Friday, April 07, 2006

cat tale

We have cats all over our neighborhood. According to the kids, some of them actually belong to people, but most of the ones near our house are strays born to a gray cat that is so wild, I've seen her jump off my back deck to escape me when I open the back door (that is a fall of more than 10 feet). At any rate, claimed or unclaimed, they all roam. They all behave as if they have no home, or that their home is simply a territory. No one owns a cat. They come and go as they please and they go wherever they please. I have a love/hate relationship with that whole concept because while I like the freedom they exemplify, I despise the fact that they use people. I despise the fact that they seem to have no regard for any other living creature. They are all that matters to themselves. I can watch a cat walk up on someone's back porch and eat her fill of fancy feast, and walk back down in the yard and mutilate wren. They kill for sport and often just wound their toy and leave it to bleed to death. I doubt that I'll have my wren family in the garage this June, because the cats have taken over my woodpile where my wrens go to college.

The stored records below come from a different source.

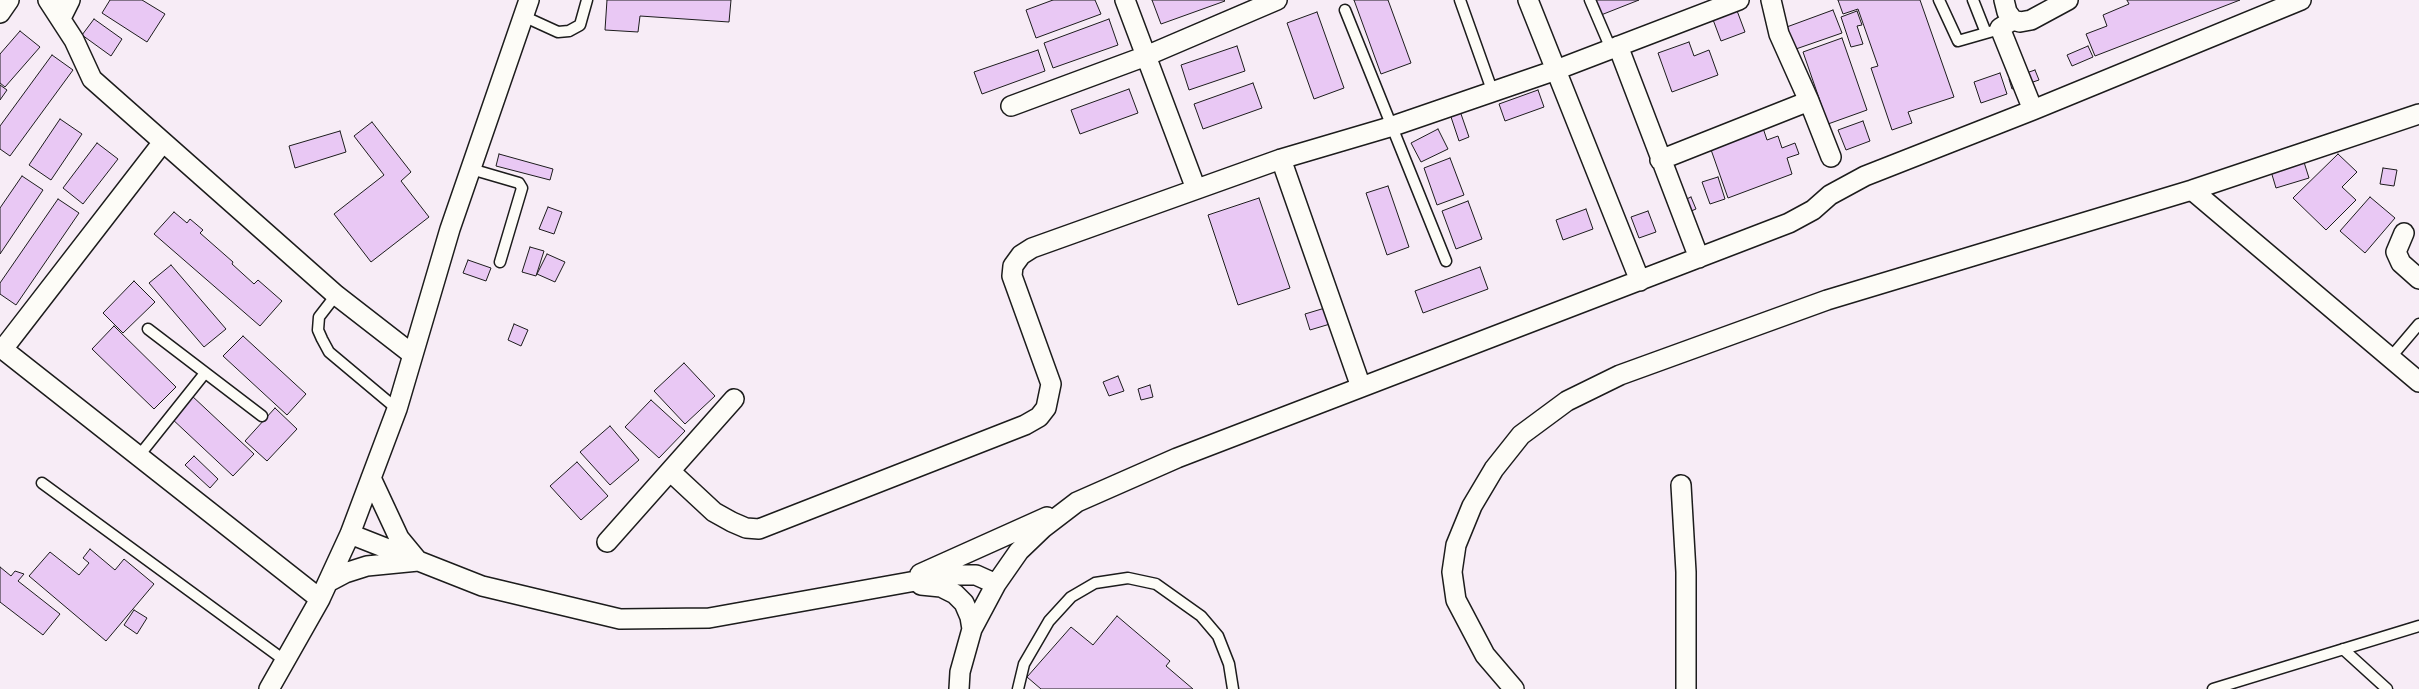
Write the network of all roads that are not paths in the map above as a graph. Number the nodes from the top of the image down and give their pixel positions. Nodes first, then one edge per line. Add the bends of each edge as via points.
1 (9, 0) edge
2 (48, 0) edge
3 (70, 0) edge
4 (587, 0) edge
5 (1125, 0) edge
6 (1277, 0) edge
7 (1460, 0) edge
8 (1528, 0) edge
9 (1590, 0) edge
10 (1739, 0) edge
11 (1771, 0) edge
12 (1939, 0) edge
13 (1973, 0) edge
14 (2004, 0) edge
15 (2068, 0) edge
16 (2301, 0) edge
17 (526, 8) edge
18 (1345, 10) dead end
19 (0, 13) edge
20 (61, 18) junction
21 (2000, 27) junction
22 (1614, 48) junction
23 (1146, 56) junction
24 (1556, 70) junction
25 (1492, 90) junction
26 (1810, 101) junction
27 (1011, 106) dead end
28 (2033, 110) junction
29 (2419, 114) edge
30 (1393, 126) junction
31 (163, 142) junction
32 (1831, 157) dead end
33 (1281, 160) junction
34 (1660, 160) junction
35 (471, 169) junction
36 (1196, 189) junction
37 (2192, 190) junction
38 (2404, 233) dead end
39 (1699, 258) junction
40 (1446, 261) dead end
41 (500, 262) dead end
42 (2419, 279) edge
43 (1640, 281) junction
44 (336, 295) junction
45 (2419, 324) edge
46 (148, 329) dead end
47 (1, 348) edge
48 (412, 354) junction
49 (2391, 358) junction
50 (205, 373) junction
51 (2419, 382) edge
52 (1361, 388) junction
53 (734, 399) dead end
54 (397, 409) junction
55 (262, 416) dead end
56 (138, 457) junction
57 (671, 472) junction
58 (371, 478) junction
59 (42, 482) dead end
60 (1681, 485) dead end
61 (1077, 502) junction
62 (350, 534) junction
63 (607, 542) dead end
64 (418, 561) junction
65 (898, 584) junction
66 (996, 584) junction
67 (324, 590) junction
68 (2419, 626) edge
69 (972, 629) junction
70 (2343, 649) junction
71 (284, 660) junction
72 (269, 689) edge
73 (959, 689) edge
74 (1018, 689) edge
75 (1233, 689) edge
76 (1514, 689) edge
77 (1686, 689) edge
78 (2213, 689) edge
79 (2387, 689) edge

1 - 19 street
2 - 20 street
3 - 20 street
4 - 17 lane via 580,25 569,31 558,32
5 - 23 street
6 - 23 street
7 - 25 lane
8 - 24 street
9 - 22 lane
10 - 22 street
11 - 26 street via 1779,34
12 - 21 lane via 1958,41
13 - 21 lane
14 - 21 street via 2007,12
15 - 21 street via 2030,20
16 - 28 street
17 - 35 street
18 - 30 lane
20 - 31 street via 92,79
21 - 28 street
22 - 24 street
22 - 34 street
23 - 27 street
23 - 36 street
24 - 25 street
24 - 43 street
25 - 30 street
26 - 32 street
26 - 34 street
28 - 39 street via 1865,176 1830,195 1813,210 1789,223
29 - 37 street
30 - 33 street
30 - 40 lane
31 - 44 street
31 - 47 street
33 - 36 street
33 - 52 street
34 - 39 street
35 - 41 lane via 519,183 522,188
35 - 48 street
36 - 57 street via 1032,248 1021,255 1013,266 1012,276 1016,292 1051,384 1046,408 1039,417 1025,425 759,529 746,528 714,512
37 - 49 street
37 - 76 street via 1827,300 1620,375 1567,401 1521,435 1494,468 1472,506 1456,545 1452,572 1456,600 1485,655
38 - 42 street via 2396,252 2401,262
39 - 43 street
43 - 52 street
44 - 48 street
44 - 54 lane via 319,317 318,330 322,339 329,352
45 - 49 lane
46 - 50 lane
47 - 56 street
48 - 54 street
49 - 51 street
50 - 55 lane
50 - 56 lane
52 - 61 street via 1177,458
53 - 57 street
54 - 58 street
56 - 67 street
57 - 63 street
58 - 62 street
58 - 64 street via 399,538
59 - 71 lane
60 - 77 street via 1686,572
61 - 65 street via 1047,518
61 - 66 street via 1042,528 1018,551
62 - 64 street
62 - 67 street
64 - 65 street via 482,586 620,619 709,618
64 - 67 street via 367,566 344,573
65 - 66 street via 949,575 976,576
65 - 69 street via 941,587 955,594 964,603
66 - 69 street
67 - 71 street
68 - 70 lane
69 - 73 street via 960,672
70 - 78 lane
70 - 79 lane
71 - 72 street
74 - 75 lane via 1024,664 1049,621 1071,597 1095,582 1128,578 1156,584 1201,616 1218,636 1229,664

Watching them stalk my loved ones on a full stomach makes me find it difficult to see harm in sitting at my table and filling my belly, and then walking out onto the back deck with a .22, and have some angry sport at a sporting feline. Turnabout's fair play, I'd say. It is for the sake of my neighbors who think they own these cats that I don't exterminate them during target practice.
We had a cat for a while when I was kid. She'd scratch to go outside, and return a while later with a gift of a small bloody animal laid in the doorway. Sometimes, when I'm refraining from ugly, angry sport, I fantasize about gifting my neighbors in much this same way.
Will loves cats though. I don't know why. He is crazy about them like he is no other animal. This morning when I walked him to the bus stop in the predawn alborada, we sat down on the curb and watched a cat come walking across the road to meet us. Will knew her name of course, or at least had assigned her a name. When she came to us and brushed against our legs, Will said, "dad, you don't pet this cat, it's a leg rubbing cat." I'll trust you on that one Will. The cat was brushing back and forth and purring VERY loudly in a lower-than-normal hum, I thought. We snickered at the loud motor sound, and then Will told me a great cat tale. He said that "there is another kid on the street who likes to play that cat like bagpipe." A bagpipe? "Yeah, you don't blow through her or anything, you just pick her up and rub her and she purrs. When you rub up toward her shoulders, the purr pitch gets higher; when you rub her further down the pitch gets lower. This kid is trying to learn to play Mary had a little lamb on the cat."
Is that so?
Will tells a story like an old-timer story telling pro would tell a story to a little kid. When he's finished, the kid searches the old guy's face for evidence to the validity of the story. He really is a pro. I looked hard, but he gave nothing away. We laughed out loud together and his bus pulled up.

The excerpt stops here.